=== TASK GOAL ===
Here is a block of records. Copy every one of them exactly.

(Records from a data source)

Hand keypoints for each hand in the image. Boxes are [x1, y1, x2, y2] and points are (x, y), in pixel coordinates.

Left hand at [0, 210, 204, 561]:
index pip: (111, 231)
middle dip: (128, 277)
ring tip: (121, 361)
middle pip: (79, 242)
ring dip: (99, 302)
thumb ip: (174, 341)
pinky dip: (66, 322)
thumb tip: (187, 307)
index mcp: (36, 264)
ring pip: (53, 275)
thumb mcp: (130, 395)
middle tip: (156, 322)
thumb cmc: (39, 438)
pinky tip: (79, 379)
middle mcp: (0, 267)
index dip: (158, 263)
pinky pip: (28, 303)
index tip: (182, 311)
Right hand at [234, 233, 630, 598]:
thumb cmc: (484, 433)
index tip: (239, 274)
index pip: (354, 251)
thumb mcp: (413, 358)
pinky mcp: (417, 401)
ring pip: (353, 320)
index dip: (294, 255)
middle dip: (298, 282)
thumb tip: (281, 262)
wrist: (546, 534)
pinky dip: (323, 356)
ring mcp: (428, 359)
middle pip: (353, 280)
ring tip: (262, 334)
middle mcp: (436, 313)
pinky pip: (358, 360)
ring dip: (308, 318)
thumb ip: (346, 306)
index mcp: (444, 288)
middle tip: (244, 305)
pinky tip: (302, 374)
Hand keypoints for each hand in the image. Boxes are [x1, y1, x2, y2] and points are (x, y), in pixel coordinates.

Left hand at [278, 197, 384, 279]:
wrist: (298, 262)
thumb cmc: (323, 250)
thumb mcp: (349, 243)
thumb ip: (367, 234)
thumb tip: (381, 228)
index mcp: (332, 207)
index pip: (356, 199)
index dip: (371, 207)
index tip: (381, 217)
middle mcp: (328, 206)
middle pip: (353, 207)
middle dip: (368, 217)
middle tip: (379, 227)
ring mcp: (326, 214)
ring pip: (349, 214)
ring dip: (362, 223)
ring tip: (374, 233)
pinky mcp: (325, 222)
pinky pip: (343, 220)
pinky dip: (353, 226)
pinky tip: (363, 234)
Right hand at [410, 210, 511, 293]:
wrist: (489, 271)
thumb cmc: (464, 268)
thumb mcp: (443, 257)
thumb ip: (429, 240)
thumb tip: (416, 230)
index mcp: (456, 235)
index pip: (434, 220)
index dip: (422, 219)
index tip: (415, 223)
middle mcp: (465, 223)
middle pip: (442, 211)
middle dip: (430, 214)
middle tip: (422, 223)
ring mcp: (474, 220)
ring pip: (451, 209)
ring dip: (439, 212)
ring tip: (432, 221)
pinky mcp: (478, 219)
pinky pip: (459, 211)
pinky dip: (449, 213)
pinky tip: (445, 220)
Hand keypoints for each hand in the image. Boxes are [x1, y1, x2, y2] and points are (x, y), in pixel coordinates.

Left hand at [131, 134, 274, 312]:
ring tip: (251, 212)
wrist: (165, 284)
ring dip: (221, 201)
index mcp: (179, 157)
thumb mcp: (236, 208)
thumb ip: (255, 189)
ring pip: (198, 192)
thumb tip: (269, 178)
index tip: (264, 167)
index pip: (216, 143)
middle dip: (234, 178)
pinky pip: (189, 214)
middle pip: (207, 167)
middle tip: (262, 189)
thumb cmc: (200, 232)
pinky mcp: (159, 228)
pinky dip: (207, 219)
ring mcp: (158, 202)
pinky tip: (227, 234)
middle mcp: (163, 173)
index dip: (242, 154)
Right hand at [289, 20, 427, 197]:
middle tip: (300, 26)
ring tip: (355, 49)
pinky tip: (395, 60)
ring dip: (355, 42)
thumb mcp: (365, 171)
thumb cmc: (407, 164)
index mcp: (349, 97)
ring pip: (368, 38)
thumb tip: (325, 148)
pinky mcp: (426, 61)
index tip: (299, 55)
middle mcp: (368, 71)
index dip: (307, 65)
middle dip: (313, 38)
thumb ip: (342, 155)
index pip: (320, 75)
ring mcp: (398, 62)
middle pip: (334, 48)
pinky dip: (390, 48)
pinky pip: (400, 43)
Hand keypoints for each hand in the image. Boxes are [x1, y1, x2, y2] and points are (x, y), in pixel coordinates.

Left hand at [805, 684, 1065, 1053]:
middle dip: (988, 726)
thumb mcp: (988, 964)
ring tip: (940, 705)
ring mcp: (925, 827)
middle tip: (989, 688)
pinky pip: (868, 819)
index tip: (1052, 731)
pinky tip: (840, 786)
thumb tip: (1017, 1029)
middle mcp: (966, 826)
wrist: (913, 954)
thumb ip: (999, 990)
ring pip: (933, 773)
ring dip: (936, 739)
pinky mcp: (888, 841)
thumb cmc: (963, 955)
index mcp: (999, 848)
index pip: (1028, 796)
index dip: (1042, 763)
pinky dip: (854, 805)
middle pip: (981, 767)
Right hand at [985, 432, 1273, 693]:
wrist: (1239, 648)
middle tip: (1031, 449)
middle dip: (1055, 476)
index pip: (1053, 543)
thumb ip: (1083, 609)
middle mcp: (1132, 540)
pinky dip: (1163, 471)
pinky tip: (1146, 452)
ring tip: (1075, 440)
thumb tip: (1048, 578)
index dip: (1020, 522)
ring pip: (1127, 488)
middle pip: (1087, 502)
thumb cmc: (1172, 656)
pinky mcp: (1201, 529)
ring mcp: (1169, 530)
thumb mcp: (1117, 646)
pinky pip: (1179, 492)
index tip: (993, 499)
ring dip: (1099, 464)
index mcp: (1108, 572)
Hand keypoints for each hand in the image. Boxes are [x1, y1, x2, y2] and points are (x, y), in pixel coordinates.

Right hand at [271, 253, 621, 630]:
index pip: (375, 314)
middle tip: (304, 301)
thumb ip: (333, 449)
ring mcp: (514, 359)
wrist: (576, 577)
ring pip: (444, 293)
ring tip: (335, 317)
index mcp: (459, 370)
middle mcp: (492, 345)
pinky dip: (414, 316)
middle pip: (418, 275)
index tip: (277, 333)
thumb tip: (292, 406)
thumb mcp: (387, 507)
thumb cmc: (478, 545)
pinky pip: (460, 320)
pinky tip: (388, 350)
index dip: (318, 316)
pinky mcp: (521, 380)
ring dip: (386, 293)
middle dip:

=== OUTPUT FOR THIS EXERCISE ===
Hand keypoints for each hand in the image. Boxes are [x1, y1, x2, y2] and points are (x, y), in pixel coordinates.

Left hand at [0, 210, 204, 561]:
index pip: (111, 231)
middle dip: (128, 277)
ring tip: (121, 361)
middle pip: (79, 242)
ring dip: (99, 302)
thumb ip: (174, 341)
pinky dip: (66, 322)
thumb tip: (187, 307)
index mcp: (36, 264)
ring pip: (53, 275)
thumb mcp: (130, 395)
middle tip: (156, 322)
thumb cmc: (39, 438)
pinky tip: (79, 379)
middle mcp: (0, 267)
index dip: (158, 263)
pinky pip: (28, 303)
index tip: (182, 311)
Right hand at [234, 233, 630, 598]:
thumb cmc: (484, 433)
index tip: (239, 274)
index pip: (354, 251)
thumb mcp: (413, 358)
pinky mcp: (417, 401)
ring pip: (353, 320)
index dip: (294, 255)
middle dip: (298, 282)
thumb tip: (281, 262)
wrist: (546, 534)
pinky dip: (323, 356)
ring mcp: (428, 359)
middle pip: (353, 280)
ring tip: (262, 334)
middle mcp: (436, 313)
pinky pip: (358, 360)
ring dip: (308, 318)
thumb ip: (346, 306)
index mcp: (444, 288)
middle tip: (244, 305)
pinky tip: (302, 374)
Hand keypoints for each hand in the image. Boxes are [x1, y1, x2, y2] and points are (x, y), in pixel coordinates.

Left hand at [278, 197, 384, 279]:
wrist: (298, 262)
thumb cmc: (323, 250)
thumb mcp: (349, 243)
thumb ip: (367, 234)
thumb tip: (381, 228)
index mcp: (332, 207)
index pip: (356, 199)
index dip: (371, 207)
index tip: (381, 217)
middle mcp: (328, 206)
middle pip: (353, 207)
middle dip: (368, 217)
middle tip: (379, 227)
ring mcp: (326, 214)
ring pip: (349, 214)
ring dip: (362, 223)
ring tip: (374, 233)
pinky mcp: (325, 222)
pinky pip: (343, 220)
pinky dip: (353, 226)
pinky tip: (363, 234)
Right hand at [410, 210, 511, 293]:
wrist: (489, 271)
thumb cmc: (464, 268)
thumb mcp: (443, 257)
thumb ip: (429, 240)
thumb tip: (416, 230)
index mcp: (456, 235)
index pip: (434, 220)
index dip: (422, 219)
index tip: (415, 223)
middle mcp: (465, 223)
middle pip: (442, 211)
middle dip: (430, 214)
middle tip: (422, 223)
ring mcp: (474, 220)
ring pip: (451, 209)
ring dip: (439, 212)
ring tip: (432, 221)
pinky mcp: (478, 219)
pinky pip: (459, 211)
pinky dip: (449, 213)
pinky tip: (445, 220)
Hand keypoints for each hand in the image. Boxes are [x1, y1, x2, y2] and points are (x, y), in pixel coordinates.

Left hand at [131, 134, 274, 312]:
ring tip: (251, 212)
wrist: (165, 284)
ring dip: (221, 201)
index mcp: (179, 157)
thumb mcp: (236, 208)
thumb ip: (255, 189)
ring pip: (198, 192)
thumb tip: (269, 178)
index tip: (264, 167)
index pip: (216, 143)
middle dip: (234, 178)
pinky pip: (189, 214)
middle pip: (207, 167)
middle tip: (262, 189)
thumb cmc: (200, 232)
pinky mcp: (159, 228)
pinky dip: (207, 219)
ring mcp: (158, 202)
pinky tip: (227, 234)
middle mcp: (163, 173)
index dip: (242, 154)
Right hand at [289, 20, 427, 197]:
middle tip: (300, 26)
ring tip: (355, 49)
pinky tip: (395, 60)
ring dip: (355, 42)
thumb mcp: (365, 171)
thumb cmc: (407, 164)
index mcp: (349, 97)
ring pip: (368, 38)
thumb tip: (325, 148)
pinky mcp: (426, 61)
index tip: (299, 55)
middle mcp: (368, 71)
index dip: (307, 65)
middle dip: (313, 38)
thumb ip: (342, 155)
index pip: (320, 75)
ring mcp: (398, 62)
middle pip: (334, 48)
pinky dip: (390, 48)
pinky pip: (400, 43)
Hand keypoints for each hand in the image. Boxes are [x1, y1, x2, y2] and points are (x, y), in pixel coordinates.

Left hand at [805, 684, 1065, 1053]:
middle dip: (988, 726)
thumb mcp: (988, 964)
ring tip: (940, 705)
ring mcp: (925, 827)
middle tip: (989, 688)
pinky pip: (868, 819)
index tip: (1052, 731)
pinky tip: (840, 786)
thumb tip: (1017, 1029)
middle mcp: (966, 826)
wrist: (913, 954)
thumb ip: (999, 990)
ring pip: (933, 773)
ring dip: (936, 739)
pinky mcp: (888, 841)
thumb cmc: (963, 955)
index mcp: (999, 848)
index pip: (1028, 796)
index dip: (1042, 763)
pinky dip: (854, 805)
middle pip: (981, 767)
Right hand at [985, 432, 1273, 693]:
wrist: (1239, 648)
middle tip: (1031, 449)
middle dip: (1055, 476)
index pip: (1053, 543)
thumb ip: (1083, 609)
middle mcp: (1132, 540)
pinky dip: (1163, 471)
pinky tip: (1146, 452)
ring tip: (1075, 440)
thumb tip: (1048, 578)
index dip: (1020, 522)
ring pip: (1127, 488)
middle pip: (1087, 502)
thumb cmc: (1172, 656)
pinky mcp: (1201, 529)
ring mcp: (1169, 530)
thumb mcp: (1117, 646)
pinky pip: (1179, 492)
index tip: (993, 499)
ring dip: (1099, 464)
index mcp: (1108, 572)
Hand keypoints for each hand in the image. Boxes are [x1, y1, x2, y2] and points are (x, y), in pixel coordinates.

Right hand at [271, 253, 621, 630]:
index pip: (375, 314)
middle tip: (304, 301)
thumb ip: (333, 449)
ring mcp: (514, 359)
wrist: (576, 577)
ring pip: (444, 293)
ring tip: (335, 317)
index mcp: (459, 370)
middle mcp: (492, 345)
pinky dip: (414, 316)
middle pip: (418, 275)
index tip: (277, 333)
thumb tip: (292, 406)
thumb mcp: (387, 507)
thumb cmc: (478, 545)
pinky pip: (460, 320)
pinky tip: (388, 350)
index dip: (318, 316)
pinky mcp: (521, 380)
ring dip: (386, 293)
middle dip:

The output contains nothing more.